The main flow of the boiler continuous exhaust waste water waste heat utilization system is that impurity-containing waste water discharged by the steam drums of each unit enters the continuous exhaust waste heat recovery device for capacity expansion, condensed water of the steam turbine condenser is sprayed into the continuous exhaust waste heat recovery device for temperature reduction and primary filtration, the condensed water enters the filtration cleaning device for secondary filtration after filtration to obtain high-quality heat medium water, the heat medium water enters the flue gas reheater for reheating the desulfurized wet flue gas to achieve the effect of eliminating colored smoke plumes, and the heat medium water after heating the flue gas returns to the desalting water tank for recycling. If the pressure difference of the cleaning systems in the continuous-discharge waste heat recovery device and the filtering cleaning device is larger than the limit value, cleaning is needed, the continuous-discharge waste heat recovery device and the filtering cleaning device are required to be isolated, and the continuous-discharge waste heat recovery device and the standby filtering cleaning device are put into operation.

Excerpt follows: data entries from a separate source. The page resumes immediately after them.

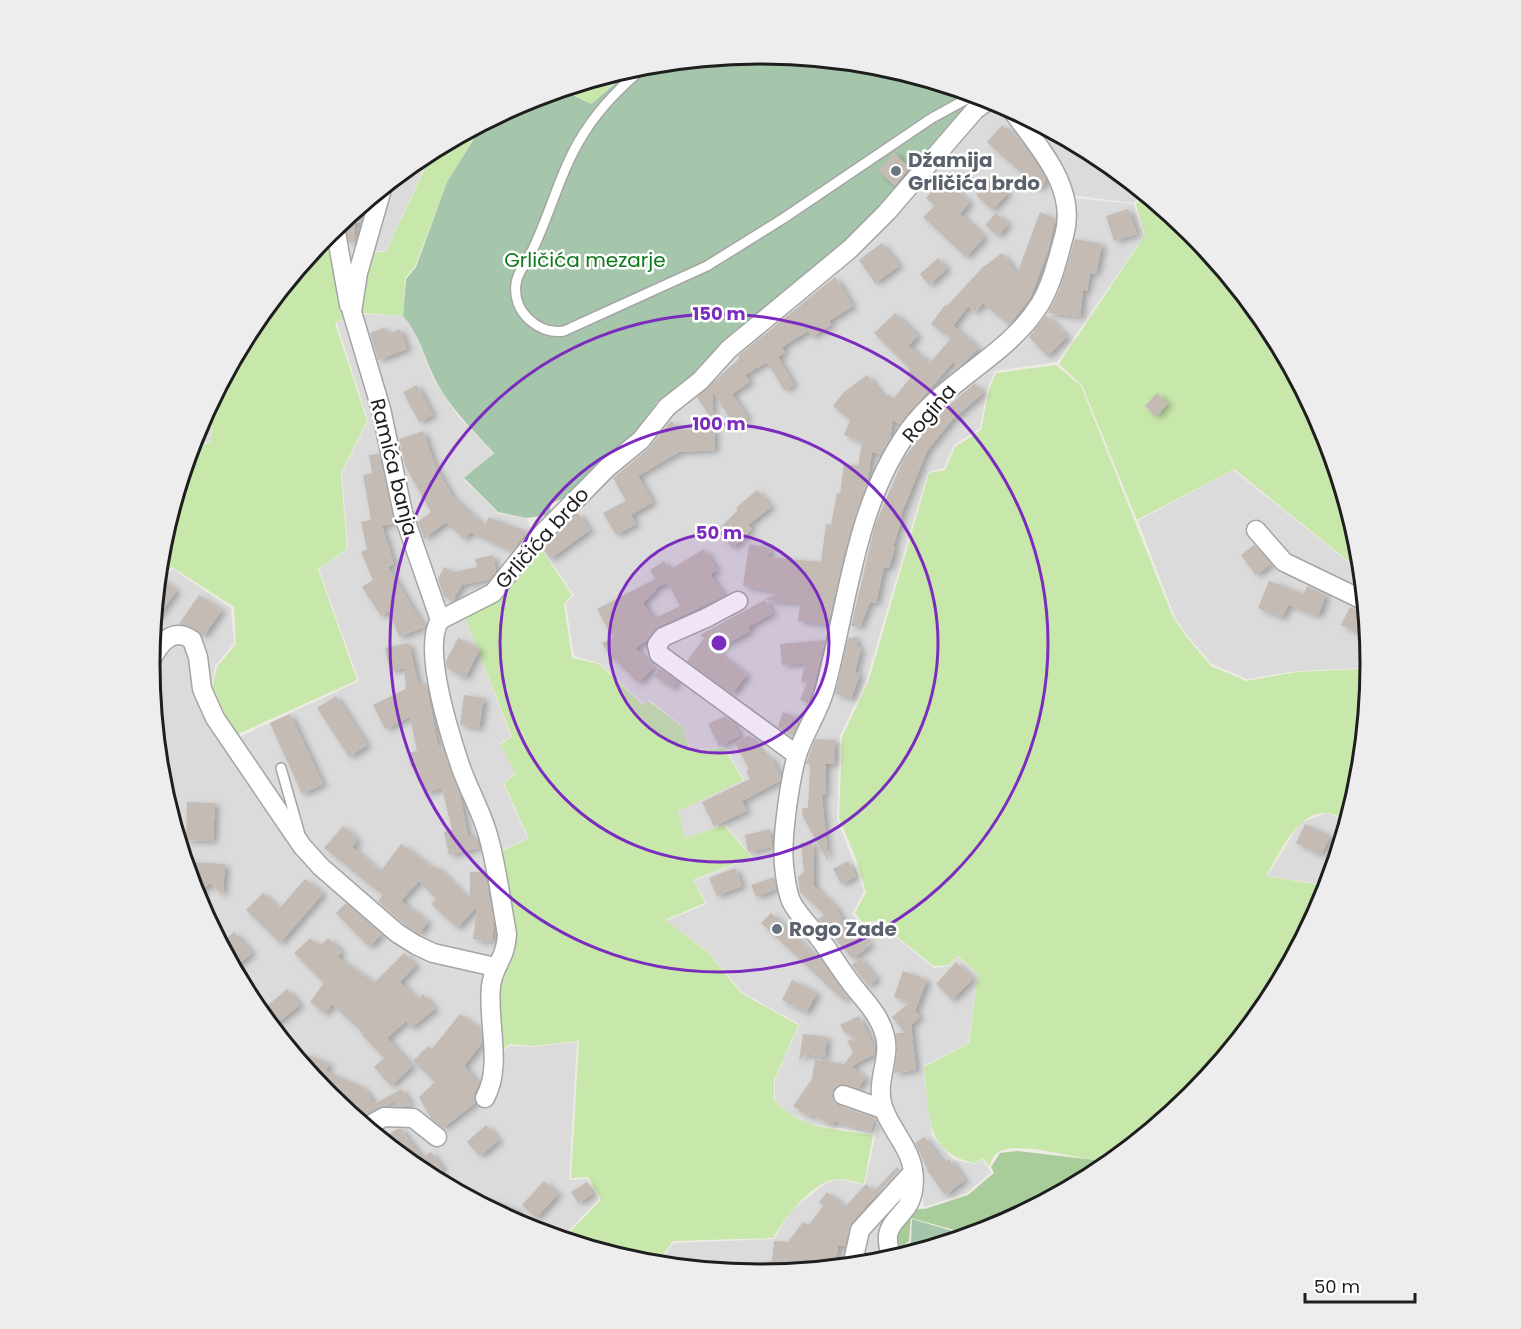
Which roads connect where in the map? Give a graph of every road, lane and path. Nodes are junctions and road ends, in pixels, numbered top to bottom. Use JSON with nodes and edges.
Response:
{"nodes":[{"id":1,"x":629,"y":79,"type":"edge"},
{"id":2,"x":964,"y":100,"type":"edge"},
{"id":3,"x":980,"y":106,"type":"edge"},
{"id":4,"x":1021,"y":124,"type":"edge"},
{"id":5,"x":378,"y":202,"type":"edge"},
{"id":6,"x":337,"y":239,"type":"edge"},
{"id":7,"x":352,"y":312,"type":"junction"},
{"id":8,"x":1256,"y":530,"type":"dead end"},
{"id":9,"x":1356,"y":597,"type":"edge"},
{"id":10,"x":738,"y":601,"type":"dead end"},
{"id":11,"x":441,"y":620,"type":"junction"},
{"id":12,"x":161,"y":646,"type":"edge"},
{"id":13,"x":797,"y":755,"type":"junction"},
{"id":14,"x":281,"y":768,"type":"dead end"},
{"id":15,"x":303,"y":846,"type":"junction"},
{"id":16,"x":495,"y":966,"type":"junction"},
{"id":17,"x":843,"y":1095,"type":"dead end"},
{"id":18,"x":485,"y":1098,"type":"dead end"},
{"id":19,"x":883,"y":1109,"type":"junction"},
{"id":20,"x":373,"y":1123,"type":"edge"},
{"id":21,"x":437,"y":1137,"type":"dead end"},
{"id":22,"x":914,"y":1172,"type":"junction"},
{"id":23,"x":889,"y":1250,"type":"edge"},
{"id":24,"x":854,"y":1257,"type":"edge"}],
"edges":[{"from":1,"to":2,"type":"lane"},
{"from":3,"to":11,"type":"street","name":"Grličića brdo"},
{"from":4,"to":13,"type":"street","name":"Rogina"},
{"from":5,"to":7,"type":"street","name":"Ramića banja"},
{"from":6,"to":7,"type":"street","name":"Ramića banja"},
{"from":7,"to":11,"type":"street","name":"Ramića banja"},
{"from":8,"to":9,"type":"street"},
{"from":10,"to":13,"type":"street"},
{"from":11,"to":16,"type":"street"},
{"from":12,"to":15,"type":"street"},
{"from":13,"to":19,"type":"street","name":"Rogina"},
{"from":14,"to":15,"type":"lane"},
{"from":15,"to":16,"type":"street"},
{"from":16,"to":18,"type":"street"},
{"from":17,"to":19,"type":"street"},
{"from":19,"to":22,"type":"street"},
{"from":20,"to":21,"type":"street"},
{"from":22,"to":23,"type":"street"},
{"from":22,"to":24,"type":"street"}]}
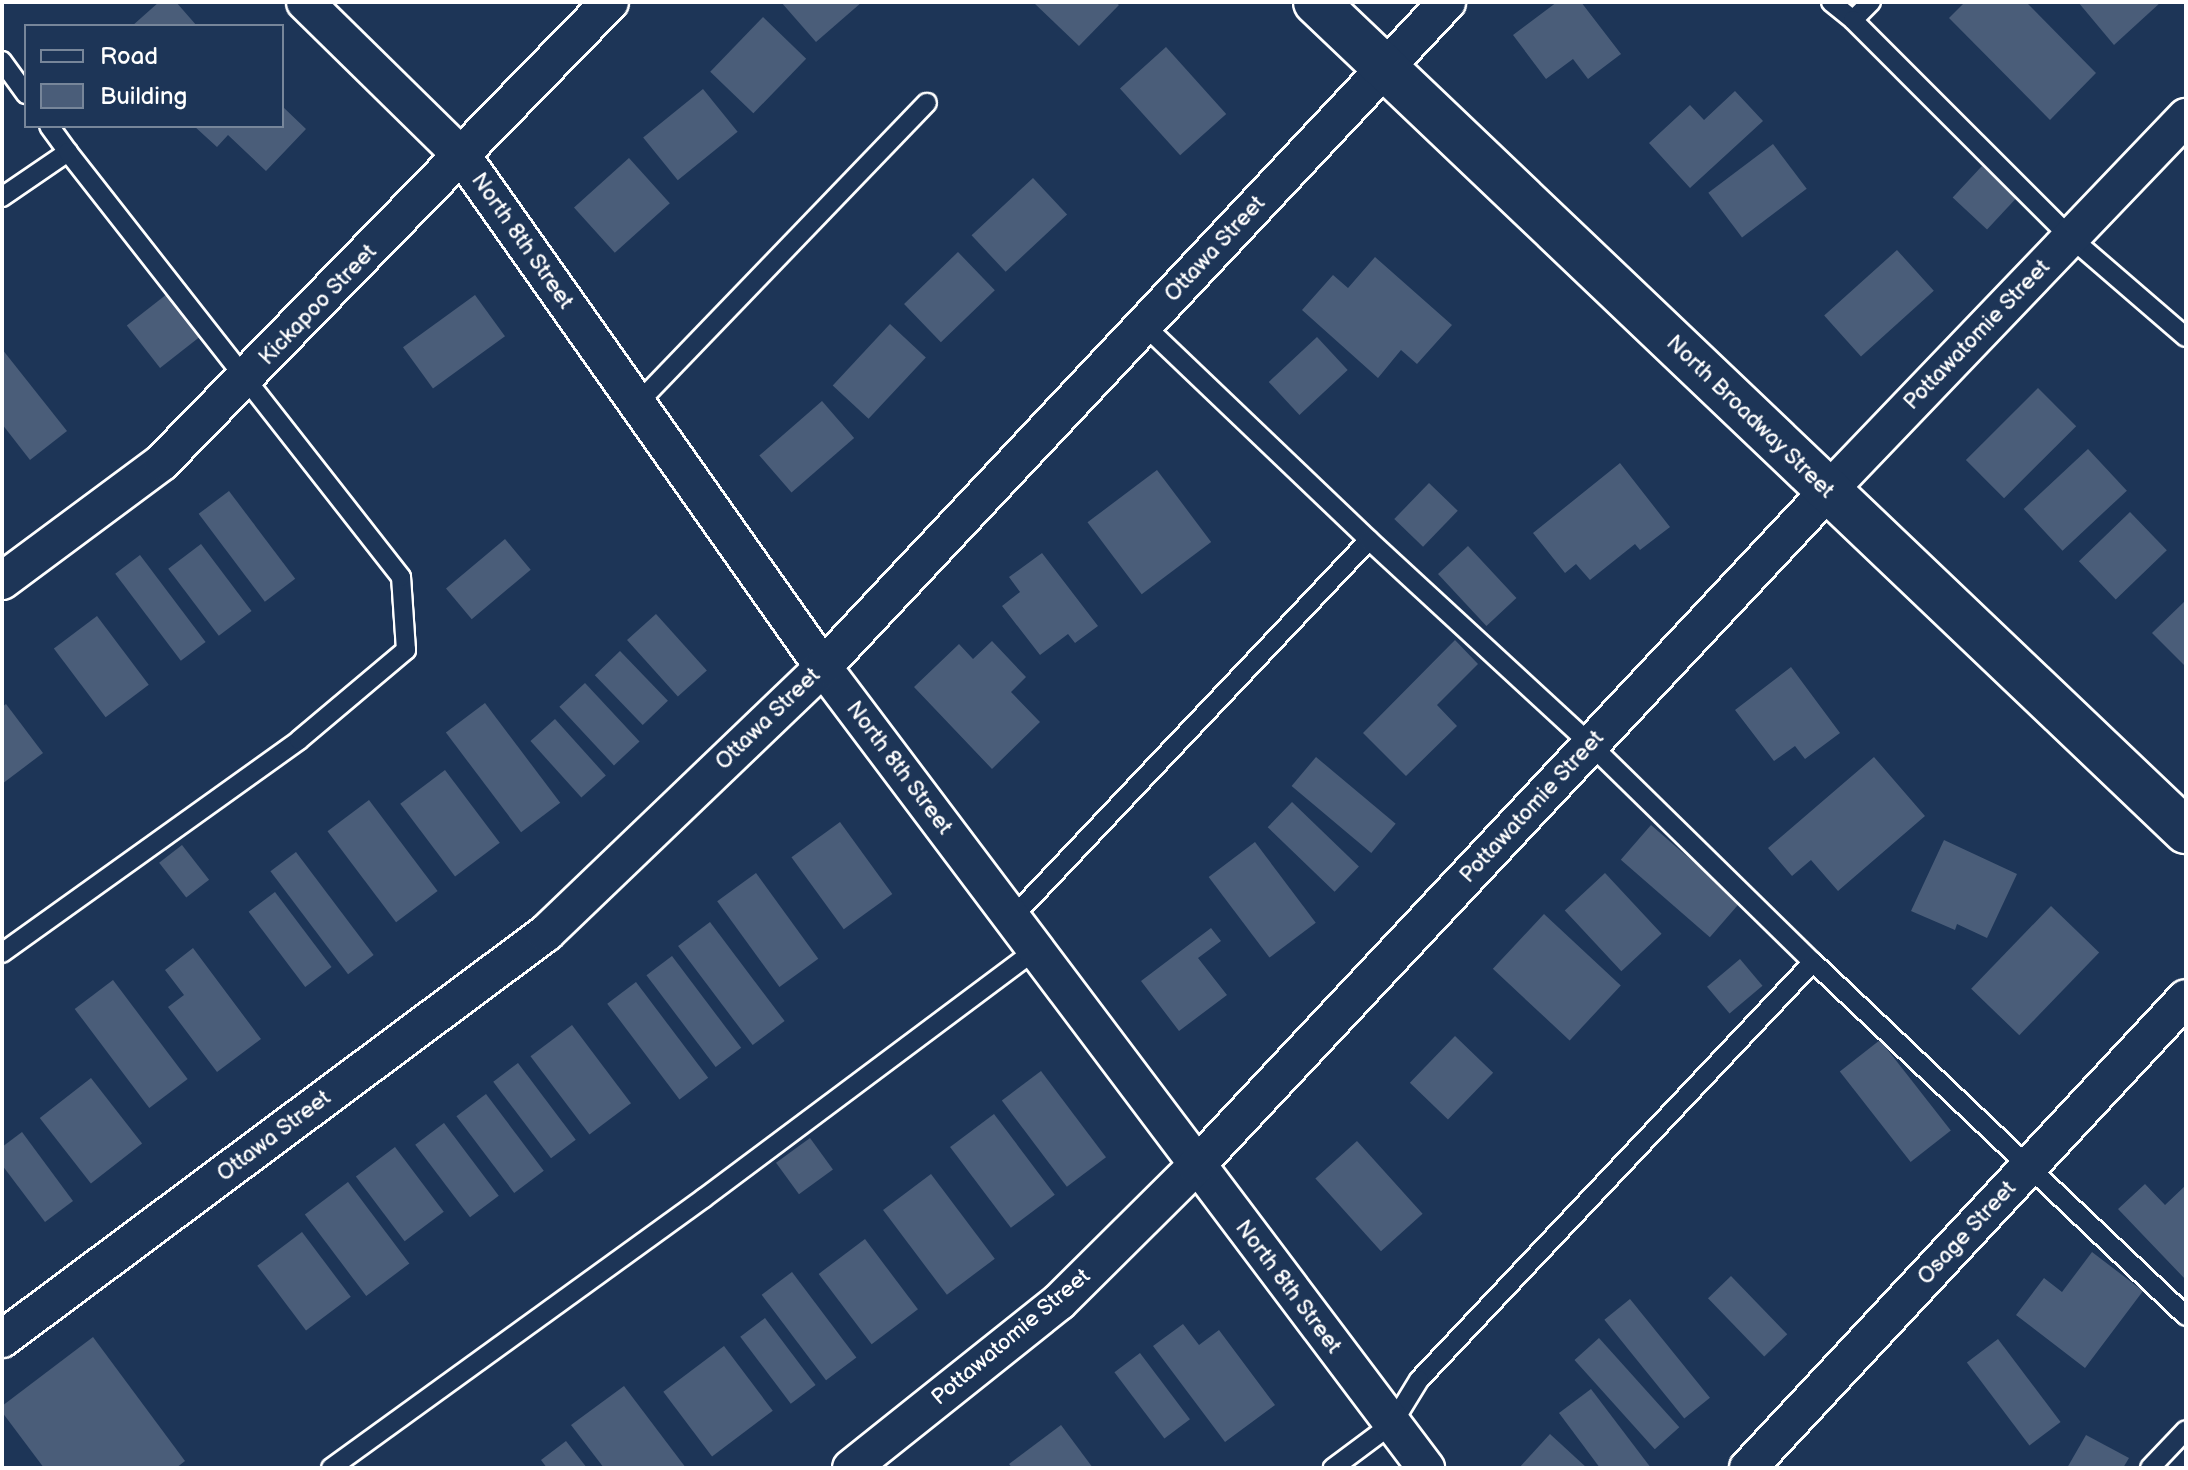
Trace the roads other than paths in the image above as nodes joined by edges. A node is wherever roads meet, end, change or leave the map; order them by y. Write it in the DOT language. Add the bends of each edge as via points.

Compared with the prior art, the invention has the beneficial effects that:
1. the continuous-discharge waste heat recovery device, the standby continuous-discharge waste heat recovery device, the filtering cleaning device and the filtering system of the standby filtering cleaning device of the continuous-discharge waste water waste heat utilization system of the boiler can be used for recycling, and the flue gas reheater can adopt a tubular heat exchanger, so that the system is simple in structure and convenient to install.
2. The waste water waste heat utilization system of the continuous discharge of the boiler takes the continuous discharge waste water as a heat carrier, comprehensively utilizes the sewage waste water of the power plant boiler, utilizes waste water waste heat to heat clean flue gas, improves the flue gas temperature of the boiler to be more than 80 ℃, achieves the standard of desalted water after the continuous discharge waste water is treated, realizes continuous discharge waste water recovery, waste heat utilization and flue gas whitening of the whole plant, improves the appearance image of the coal-fired power plant, saves water resources, efficiently utilizes the waste water waste heat, and greatly improves the heat efficiency of the whole plant.
3. The operation flexibility is high, if the flue gas reheater fails in the running process of the waste water waste heat utilization system of the continuous discharge of the boiler, the waste water can be isolated independently, and the continuous discharge waste water can supply heat for a heat supply network after being subjected to capacity expansion and filtration, so that the comprehensive utilization of the continuous discharge waste water is not influenced, and the running is flexible.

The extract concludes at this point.